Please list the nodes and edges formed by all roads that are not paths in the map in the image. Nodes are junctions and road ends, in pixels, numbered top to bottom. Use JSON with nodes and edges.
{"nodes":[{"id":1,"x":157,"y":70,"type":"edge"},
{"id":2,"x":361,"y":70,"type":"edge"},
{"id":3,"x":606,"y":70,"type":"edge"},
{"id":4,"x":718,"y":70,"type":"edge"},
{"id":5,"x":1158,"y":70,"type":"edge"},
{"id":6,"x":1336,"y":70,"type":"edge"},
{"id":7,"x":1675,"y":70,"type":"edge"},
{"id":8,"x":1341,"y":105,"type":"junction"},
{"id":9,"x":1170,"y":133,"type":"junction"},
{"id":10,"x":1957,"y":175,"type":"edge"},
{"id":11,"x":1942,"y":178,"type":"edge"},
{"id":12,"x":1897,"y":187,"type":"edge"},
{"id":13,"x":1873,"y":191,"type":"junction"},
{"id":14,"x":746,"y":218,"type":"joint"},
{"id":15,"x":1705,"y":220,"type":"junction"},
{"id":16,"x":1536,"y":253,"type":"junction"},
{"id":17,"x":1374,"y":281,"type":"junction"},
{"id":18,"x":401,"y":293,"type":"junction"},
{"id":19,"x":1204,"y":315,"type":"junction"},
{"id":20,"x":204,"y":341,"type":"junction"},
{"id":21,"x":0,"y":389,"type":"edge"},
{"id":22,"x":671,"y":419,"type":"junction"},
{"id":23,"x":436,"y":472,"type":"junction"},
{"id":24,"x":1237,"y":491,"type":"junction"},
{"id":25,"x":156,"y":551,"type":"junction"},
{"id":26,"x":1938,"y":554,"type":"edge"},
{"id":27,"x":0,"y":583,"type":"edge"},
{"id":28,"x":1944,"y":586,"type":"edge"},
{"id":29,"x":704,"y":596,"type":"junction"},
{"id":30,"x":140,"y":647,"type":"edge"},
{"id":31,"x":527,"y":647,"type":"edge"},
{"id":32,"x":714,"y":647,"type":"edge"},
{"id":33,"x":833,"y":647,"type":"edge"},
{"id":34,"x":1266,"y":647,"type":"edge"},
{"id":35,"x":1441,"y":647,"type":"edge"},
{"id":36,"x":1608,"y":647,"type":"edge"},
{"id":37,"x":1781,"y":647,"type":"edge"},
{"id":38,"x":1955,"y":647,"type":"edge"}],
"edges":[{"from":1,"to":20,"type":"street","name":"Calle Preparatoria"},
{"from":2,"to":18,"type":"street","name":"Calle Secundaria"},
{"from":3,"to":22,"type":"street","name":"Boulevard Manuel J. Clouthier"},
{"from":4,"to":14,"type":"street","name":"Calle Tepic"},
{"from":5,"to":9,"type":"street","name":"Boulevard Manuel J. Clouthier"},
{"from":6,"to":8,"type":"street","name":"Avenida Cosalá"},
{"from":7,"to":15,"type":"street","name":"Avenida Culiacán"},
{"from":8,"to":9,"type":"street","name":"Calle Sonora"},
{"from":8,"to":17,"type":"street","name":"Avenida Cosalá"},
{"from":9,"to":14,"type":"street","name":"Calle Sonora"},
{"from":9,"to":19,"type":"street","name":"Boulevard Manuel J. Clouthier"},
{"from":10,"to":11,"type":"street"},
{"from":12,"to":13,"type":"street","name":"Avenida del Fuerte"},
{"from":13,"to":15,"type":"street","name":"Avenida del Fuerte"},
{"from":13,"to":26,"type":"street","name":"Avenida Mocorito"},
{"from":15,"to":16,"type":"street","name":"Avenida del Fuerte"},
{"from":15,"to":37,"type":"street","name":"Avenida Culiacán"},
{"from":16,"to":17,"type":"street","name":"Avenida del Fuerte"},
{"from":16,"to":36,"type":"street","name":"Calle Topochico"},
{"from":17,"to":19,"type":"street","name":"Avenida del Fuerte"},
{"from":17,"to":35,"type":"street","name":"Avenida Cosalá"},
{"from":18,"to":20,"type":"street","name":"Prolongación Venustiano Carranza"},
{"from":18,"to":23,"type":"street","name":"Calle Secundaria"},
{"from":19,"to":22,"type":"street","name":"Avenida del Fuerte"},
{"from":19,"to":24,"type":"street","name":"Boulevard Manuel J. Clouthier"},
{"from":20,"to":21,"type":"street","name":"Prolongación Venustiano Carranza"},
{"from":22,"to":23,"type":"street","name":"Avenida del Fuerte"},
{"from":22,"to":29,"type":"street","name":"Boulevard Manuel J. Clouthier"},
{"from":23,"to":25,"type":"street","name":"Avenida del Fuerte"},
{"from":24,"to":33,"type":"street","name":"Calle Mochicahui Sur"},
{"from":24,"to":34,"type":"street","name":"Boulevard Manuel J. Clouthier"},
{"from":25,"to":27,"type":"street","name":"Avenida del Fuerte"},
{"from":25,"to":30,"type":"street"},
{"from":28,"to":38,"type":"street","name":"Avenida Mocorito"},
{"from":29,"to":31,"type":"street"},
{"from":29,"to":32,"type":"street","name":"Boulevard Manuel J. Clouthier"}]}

> Problem statement:
Output all of the records above unchanged.

> Solution to this exercise:
Please list the nodes and edges formed by all roads that are not paths in the map in the image. Nodes are junctions and road ends, in pixels, numbered top to bottom. Use JSON with nodes and edges.
{"nodes":[{"id":1,"x":157,"y":70,"type":"edge"},
{"id":2,"x":361,"y":70,"type":"edge"},
{"id":3,"x":606,"y":70,"type":"edge"},
{"id":4,"x":718,"y":70,"type":"edge"},
{"id":5,"x":1158,"y":70,"type":"edge"},
{"id":6,"x":1336,"y":70,"type":"edge"},
{"id":7,"x":1675,"y":70,"type":"edge"},
{"id":8,"x":1341,"y":105,"type":"junction"},
{"id":9,"x":1170,"y":133,"type":"junction"},
{"id":10,"x":1957,"y":175,"type":"edge"},
{"id":11,"x":1942,"y":178,"type":"edge"},
{"id":12,"x":1897,"y":187,"type":"edge"},
{"id":13,"x":1873,"y":191,"type":"junction"},
{"id":14,"x":746,"y":218,"type":"joint"},
{"id":15,"x":1705,"y":220,"type":"junction"},
{"id":16,"x":1536,"y":253,"type":"junction"},
{"id":17,"x":1374,"y":281,"type":"junction"},
{"id":18,"x":401,"y":293,"type":"junction"},
{"id":19,"x":1204,"y":315,"type":"junction"},
{"id":20,"x":204,"y":341,"type":"junction"},
{"id":21,"x":0,"y":389,"type":"edge"},
{"id":22,"x":671,"y":419,"type":"junction"},
{"id":23,"x":436,"y":472,"type":"junction"},
{"id":24,"x":1237,"y":491,"type":"junction"},
{"id":25,"x":156,"y":551,"type":"junction"},
{"id":26,"x":1938,"y":554,"type":"edge"},
{"id":27,"x":0,"y":583,"type":"edge"},
{"id":28,"x":1944,"y":586,"type":"edge"},
{"id":29,"x":704,"y":596,"type":"junction"},
{"id":30,"x":140,"y":647,"type":"edge"},
{"id":31,"x":527,"y":647,"type":"edge"},
{"id":32,"x":714,"y":647,"type":"edge"},
{"id":33,"x":833,"y":647,"type":"edge"},
{"id":34,"x":1266,"y":647,"type":"edge"},
{"id":35,"x":1441,"y":647,"type":"edge"},
{"id":36,"x":1608,"y":647,"type":"edge"},
{"id":37,"x":1781,"y":647,"type":"edge"},
{"id":38,"x":1955,"y":647,"type":"edge"}],
"edges":[{"from":1,"to":20,"type":"street","name":"Calle Preparatoria"},
{"from":2,"to":18,"type":"street","name":"Calle Secundaria"},
{"from":3,"to":22,"type":"street","name":"Boulevard Manuel J. Clouthier"},
{"from":4,"to":14,"type":"street","name":"Calle Tepic"},
{"from":5,"to":9,"type":"street","name":"Boulevard Manuel J. Clouthier"},
{"from":6,"to":8,"type":"street","name":"Avenida Cosalá"},
{"from":7,"to":15,"type":"street","name":"Avenida Culiacán"},
{"from":8,"to":9,"type":"street","name":"Calle Sonora"},
{"from":8,"to":17,"type":"street","name":"Avenida Cosalá"},
{"from":9,"to":14,"type":"street","name":"Calle Sonora"},
{"from":9,"to":19,"type":"street","name":"Boulevard Manuel J. Clouthier"},
{"from":10,"to":11,"type":"street"},
{"from":12,"to":13,"type":"street","name":"Avenida del Fuerte"},
{"from":13,"to":15,"type":"street","name":"Avenida del Fuerte"},
{"from":13,"to":26,"type":"street","name":"Avenida Mocorito"},
{"from":15,"to":16,"type":"street","name":"Avenida del Fuerte"},
{"from":15,"to":37,"type":"street","name":"Avenida Culiacán"},
{"from":16,"to":17,"type":"street","name":"Avenida del Fuerte"},
{"from":16,"to":36,"type":"street","name":"Calle Topochico"},
{"from":17,"to":19,"type":"street","name":"Avenida del Fuerte"},
{"from":17,"to":35,"type":"street","name":"Avenida Cosalá"},
{"from":18,"to":20,"type":"street","name":"Prolongación Venustiano Carranza"},
{"from":18,"to":23,"type":"street","name":"Calle Secundaria"},
{"from":19,"to":22,"type":"street","name":"Avenida del Fuerte"},
{"from":19,"to":24,"type":"street","name":"Boulevard Manuel J. Clouthier"},
{"from":20,"to":21,"type":"street","name":"Prolongación Venustiano Carranza"},
{"from":22,"to":23,"type":"street","name":"Avenida del Fuerte"},
{"from":22,"to":29,"type":"street","name":"Boulevard Manuel J. Clouthier"},
{"from":23,"to":25,"type":"street","name":"Avenida del Fuerte"},
{"from":24,"to":33,"type":"street","name":"Calle Mochicahui Sur"},
{"from":24,"to":34,"type":"street","name":"Boulevard Manuel J. Clouthier"},
{"from":25,"to":27,"type":"street","name":"Avenida del Fuerte"},
{"from":25,"to":30,"type":"street"},
{"from":28,"to":38,"type":"street","name":"Avenida Mocorito"},
{"from":29,"to":31,"type":"street"},
{"from":29,"to":32,"type":"street","name":"Boulevard Manuel J. Clouthier"}]}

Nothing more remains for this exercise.